◆ Data listing
————

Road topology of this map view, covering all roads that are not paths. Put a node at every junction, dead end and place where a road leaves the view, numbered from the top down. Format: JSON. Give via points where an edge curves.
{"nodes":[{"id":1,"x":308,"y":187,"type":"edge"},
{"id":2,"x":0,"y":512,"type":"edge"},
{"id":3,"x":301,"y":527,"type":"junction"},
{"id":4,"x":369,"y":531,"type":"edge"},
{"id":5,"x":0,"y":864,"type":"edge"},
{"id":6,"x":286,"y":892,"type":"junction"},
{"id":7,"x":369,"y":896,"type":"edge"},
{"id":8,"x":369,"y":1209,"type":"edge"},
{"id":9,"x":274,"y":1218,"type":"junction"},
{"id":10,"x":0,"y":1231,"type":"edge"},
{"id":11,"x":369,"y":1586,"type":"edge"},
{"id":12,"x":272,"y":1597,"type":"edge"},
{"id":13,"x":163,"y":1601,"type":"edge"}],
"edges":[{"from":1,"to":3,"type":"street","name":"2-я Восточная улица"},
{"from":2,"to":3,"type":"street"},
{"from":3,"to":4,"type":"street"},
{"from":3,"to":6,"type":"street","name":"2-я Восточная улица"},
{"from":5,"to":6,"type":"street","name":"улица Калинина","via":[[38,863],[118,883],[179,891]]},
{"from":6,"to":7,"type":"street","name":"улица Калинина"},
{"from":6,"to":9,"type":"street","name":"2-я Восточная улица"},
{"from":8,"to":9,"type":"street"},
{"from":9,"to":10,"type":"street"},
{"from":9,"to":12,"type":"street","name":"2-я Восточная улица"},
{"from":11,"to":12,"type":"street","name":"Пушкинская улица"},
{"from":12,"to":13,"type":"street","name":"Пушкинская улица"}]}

————

Nothing in the records may change; write them out again in full.

Road topology of this map view, covering all roads that are not paths. Put a node at every junction, dead end and place where a road leaves the view, numbered from the top down. Format: JSON. Give via points where an edge curves.
{"nodes":[{"id":1,"x":308,"y":187,"type":"edge"},
{"id":2,"x":0,"y":512,"type":"edge"},
{"id":3,"x":301,"y":527,"type":"junction"},
{"id":4,"x":369,"y":531,"type":"edge"},
{"id":5,"x":0,"y":864,"type":"edge"},
{"id":6,"x":286,"y":892,"type":"junction"},
{"id":7,"x":369,"y":896,"type":"edge"},
{"id":8,"x":369,"y":1209,"type":"edge"},
{"id":9,"x":274,"y":1218,"type":"junction"},
{"id":10,"x":0,"y":1231,"type":"edge"},
{"id":11,"x":369,"y":1586,"type":"edge"},
{"id":12,"x":272,"y":1597,"type":"edge"},
{"id":13,"x":163,"y":1601,"type":"edge"}],
"edges":[{"from":1,"to":3,"type":"street","name":"2-я Восточная улица"},
{"from":2,"to":3,"type":"street"},
{"from":3,"to":4,"type":"street"},
{"from":3,"to":6,"type":"street","name":"2-я Восточная улица"},
{"from":5,"to":6,"type":"street","name":"улица Калинина","via":[[38,863],[118,883],[179,891]]},
{"from":6,"to":7,"type":"street","name":"улица Калинина"},
{"from":6,"to":9,"type":"street","name":"2-я Восточная улица"},
{"from":8,"to":9,"type":"street"},
{"from":9,"to":10,"type":"street"},
{"from":9,"to":12,"type":"street","name":"2-я Восточная улица"},
{"from":11,"to":12,"type":"street","name":"Пушкинская улица"},
{"from":12,"to":13,"type":"street","name":"Пушкинская улица"}]}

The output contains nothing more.